Notification when data file doesn't show up on S3 as expected

Related products: CS Rules & Permissions

We have several files that, (generally) with great consistency, show up on our S3 input folder sometime while I'm (generally) asleep. And then sometime in the past few weeks there was a change to an underlying report server and we stopped getting some data. A CSM noticed it when trying to look into some customer usage.





Idea: As part of the ingest setup I would like to specify a "notify if not received by" time.





Question: Anyone have a clever way to detect this lack of data (other than, you know, me looking at a dashboard ever day? 🙂
if the ingest job is scheduled, you wlll receive the failure message that ingest file is missing.  Just make sure that you have the email or alias you want to be notified on failure.  This obviously doesn't work for you if you are using the file post detection.
Interesting. I actually shifted to detection a while back just because it seemed easier overall. But having that failure detection definitely makes me think that scheduled is the way to go!
Jeff -





We just added this notification so you could see confirms when data is loaded (or if a data load fails).  Not exactly the same but could help in your use case.





Denise







  1. Webhook notification: Learn about the success or failure of the data load through the notification mechanism while using S3 Connector for uploading the data (file) into MDA. A Webhook notification is available at the input Callback URL. The Callback URL must be HTTPS, support POST method, and return a Success response of 2XX. Header values in the form of key and value are submitted. Admins may test the URL by using the TEST IT ONCE button, which sends in a message of “TestMessage” to the endpoint. 

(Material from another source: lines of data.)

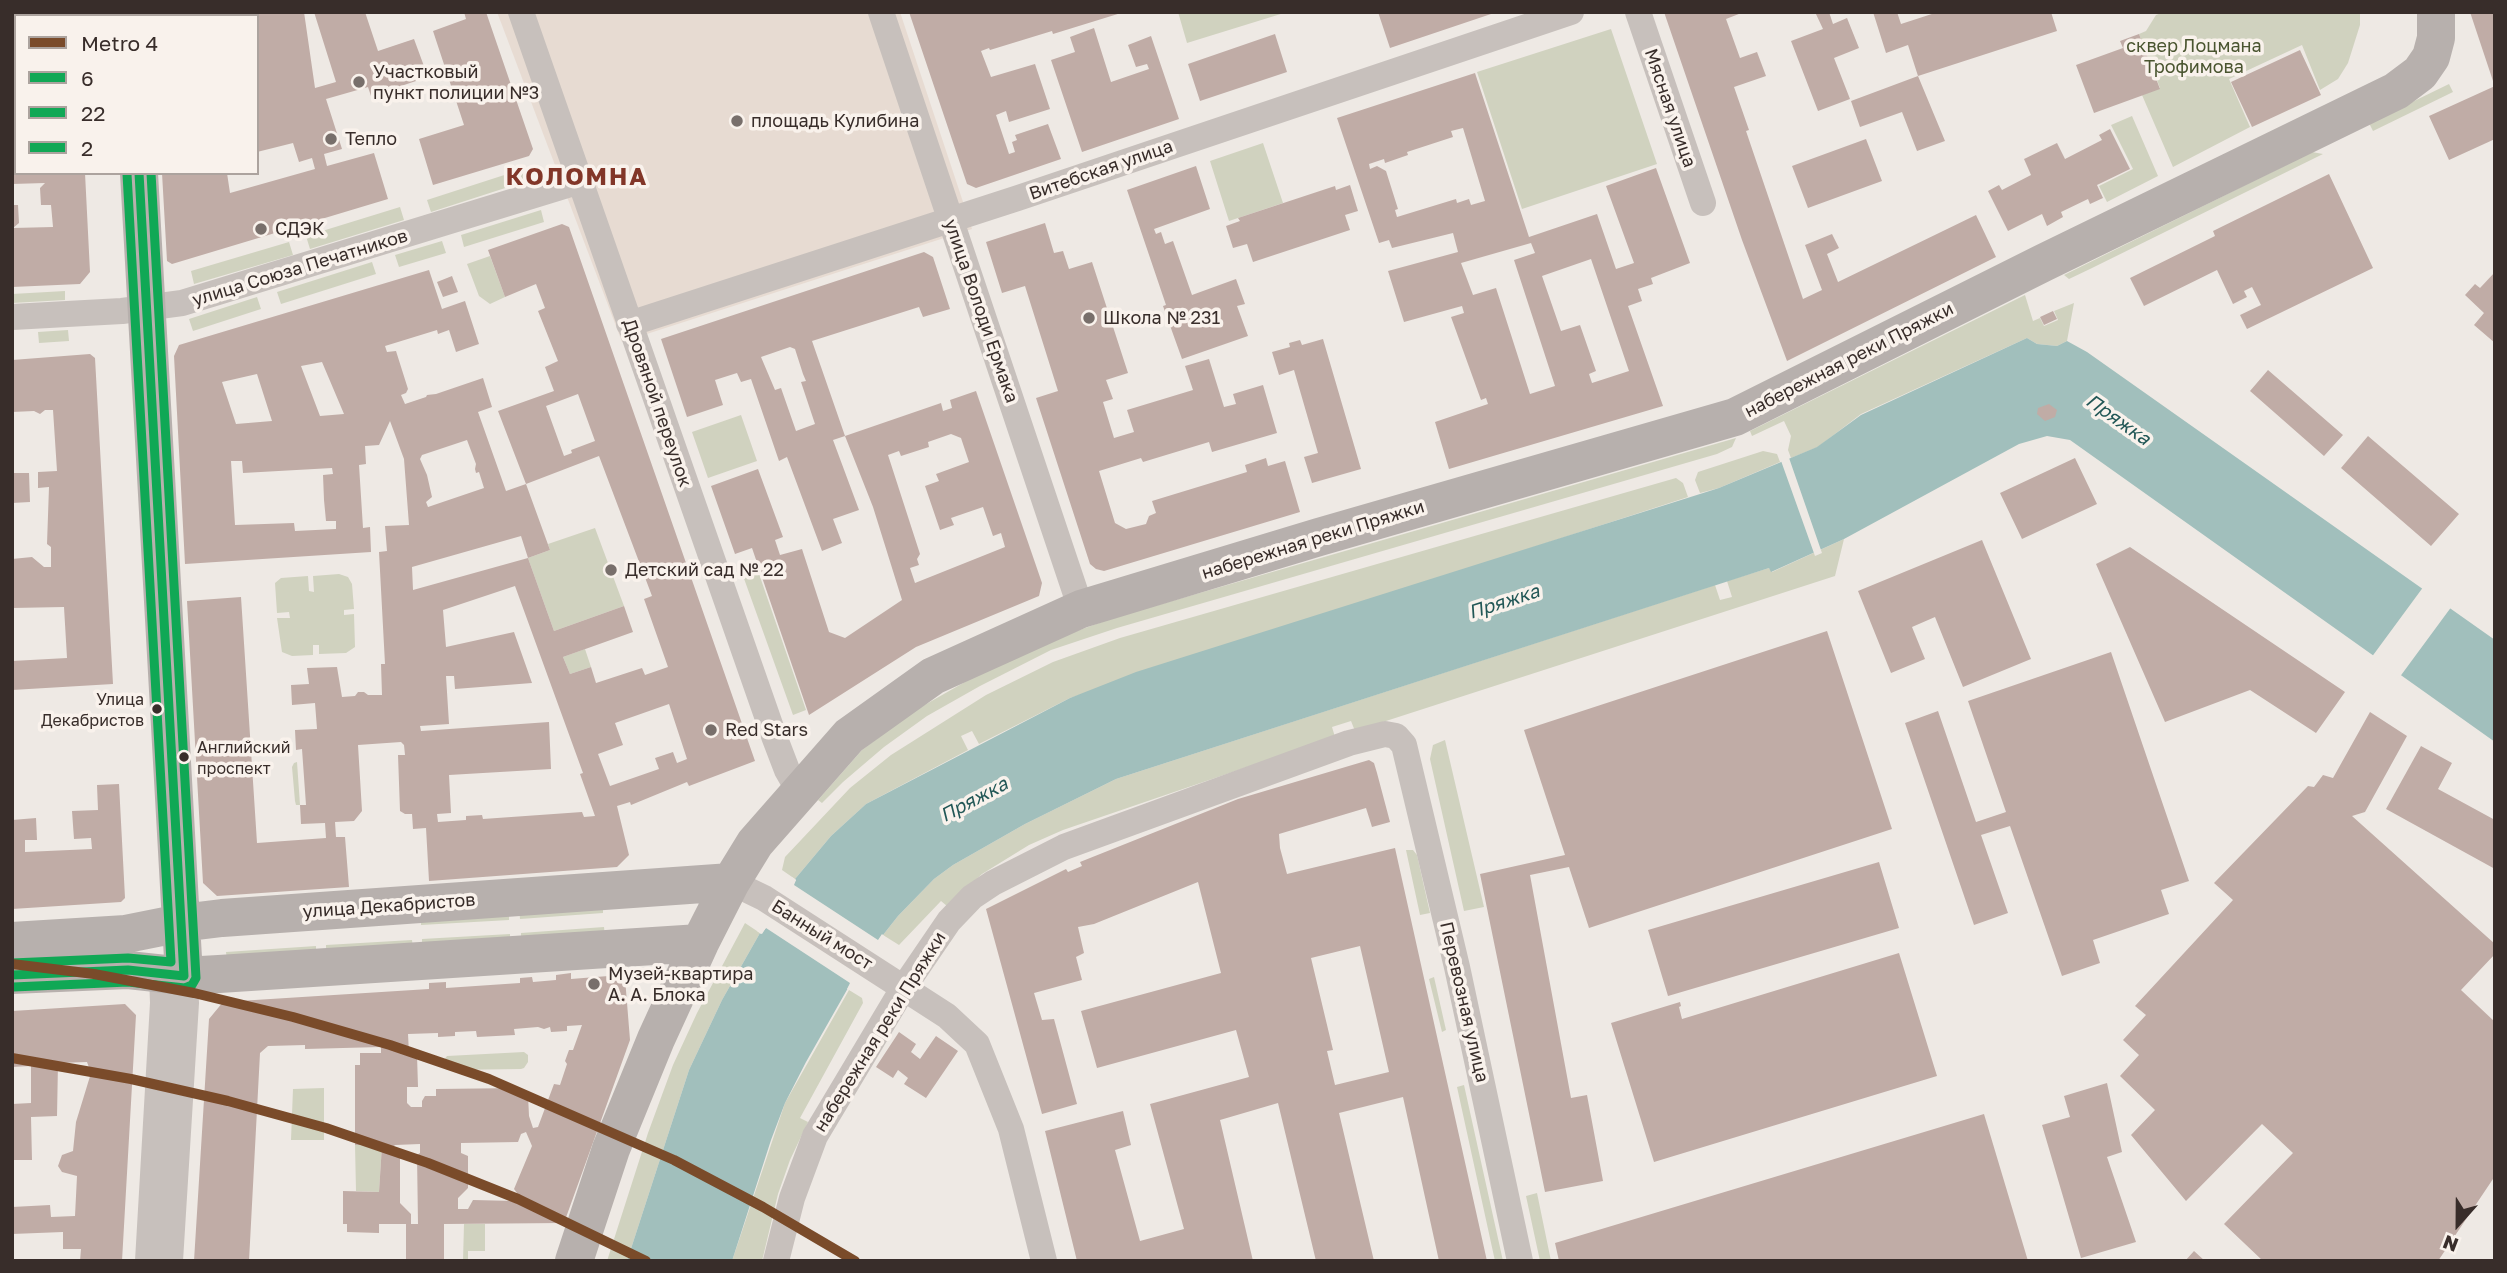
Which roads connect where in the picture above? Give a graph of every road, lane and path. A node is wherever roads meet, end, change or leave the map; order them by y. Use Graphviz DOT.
graph roads {
  1 [pos="521,12"];
  2 [pos="881,12"];
  3 [pos="1571,12"];
  4 [pos="1638,12"];
  5 [pos="2436,12"];
  6 [pos="114,175"];
  7 [pos="139,175"];
  8 [pos="580,181"];
  9 [pos="1703,203"];
  10 [pos="951,220"];
  11 [pos="134,310"];
  12 [pos="12,317"];
  13 [pos="629,324"];
  14 [pos="1081,609"];
  15 [pos="1404,744"];
  16 [pos="799,791"];
  17 [pos="748,890"];
  18 [pos="170,925"];
  19 [pos="12,941"];
  20 [pos="700,943"];
  21 [pos="12,975"];
  22 [pos="173,975"];
  23 [pos="904,987"];
  24 [pos="148,1261"];
  25 [pos="170,1261"];
  26 [pos="574,1261"];
  27 [pos="776,1261"];
  28 [pos="1044,1261"];
  29 [pos="1520,1261"];
  1 -- 8 [label="street, Дровяной переулок"];
  2 -- 10 [label="street, улица Володи Ермака"];
  3 -- 10 [label="street, Витебская улица"];
  4 -- 9 [label="street, Мясная улица"];
  5 -- 14 [label="main road, набережная реки Пряжки"];
  6 -- 11 [label="main road"];
  7 -- 11 [label="main road"];
  8 -- 11 [label="street, улица Союза Печатников"];
  8 -- 13 [label="street, Дровяной переулок"];
  10 -- 13 [label="street, Витебская улица"];
  10 -- 14 [label="street, улица Володи Ермака"];
  11 -- 12 [label="street, улица Союза Печатников"];
  11 -- 18 [label="main road"];
  13 -- 16 [label="street, Дровяной переулок"];
  14 -- 16 [label="main road, набережная реки Пряжки"];
  15 -- 23 [label="street, набережная реки Пряжки"];
  15 -- 29 [label="street, Перевозная улица"];
  16 -- 17 [label="main road, набережная реки Пряжки"];
  17 -- 18 [label="main road, улица Декабристов"];
  17 -- 20 [label="main road, набережная реки Пряжки"];
  17 -- 23 [label="street, Банный мост"];
  18 -- 19 [label="main road, улица Декабристов"];
  18 -- 22 [label="main road"];
  20 -- 22 [label="main road"];
  20 -- 26 [label="main road, набережная реки Пряжки"];
  21 -- 22 [label="main road"];
  22 -- 24 [label="street"];
  22 -- 25 [label="street"];
  23 -- 27 [label="street, набережная реки Пряжки"];
  23 -- 28 [label="street, Банный мост"];
}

Users receive two messages at the endpoint:







  1. TestMessage, which is used for validating the URL.

  2. The notification at the endpoint that contains the following fields:

    • S3 Job Id (Project Id)
    • S3 Project Name 
    • Time taken (in milliseconds)
    • Total number of rows
    • Succeeded rows
    • Failed rows
    • S3 error file name
    • Status (Failure, success, or partial success)
    • Status Id

Jeffrey Coleman,





As Jeffrey DaSilva suggested, if you you use Time based scheduler, when S3 job is triggered, since It can't find the file in "Input" folder, it throws an error. In the Winter release, as Denise mentioned, you can also have Webhook notification to trigger your ETL jobs directly In addition to email notification.





But "Post file upload" does not give the same flexibility since the S3 job gets triggered only after the file is uploaded. But "Post file upload" is usually preferred as it can handle the scenarios of late arrivals of the file where scheduler works only as per the specified time.





Unfortunately with the current product offering the decision lies whether to give importance to late arrival vs no arrival scenarios to handle.





So In order to support this from the product side in the future release, here are a couple of Ideas that I can think of immediately, please feel free to share your thoughts.





1) Give an additional option to current "Post File upload" to "notify me if the file does not arrive by <<Specified time in a day>>" Here similar to scheduler setup, we will have to capture the frequency of the file upload happens so that a notification can be triggered only when the file has not arrived as per the schedule.








2) Expose the Job Logs object: We've also received requests around exposing the Job logs object so that trend line reports can be created to understand the performance of each job (Successful & Failed records) or report on error types over period. So you can get the report of each job last triggered.  In addition to reporting, one can also consider to define a rule (may be a OOTB rule)  to notify for all the data Ingest options (S3, API, Mixpanel, Segment and GA). 





Any recommendations on either of these options or any other ideas?
Denise, perhaps I'm dense but this doesn't really explain how to set this up...or what the prerequisites are for setting this up. 




  • What is the HTTPS URL would I be adding here?  The URL path to the data file on S3? (Tried that but it didn't seem to work) An external script located at an HTTPS link?  

  • What would I add as the Header Values - the key values I added on the first screen for my Upsert mappings?

  • What about if I'm just doing straight up inserts?
More explanation on how to configure this would be appreciated.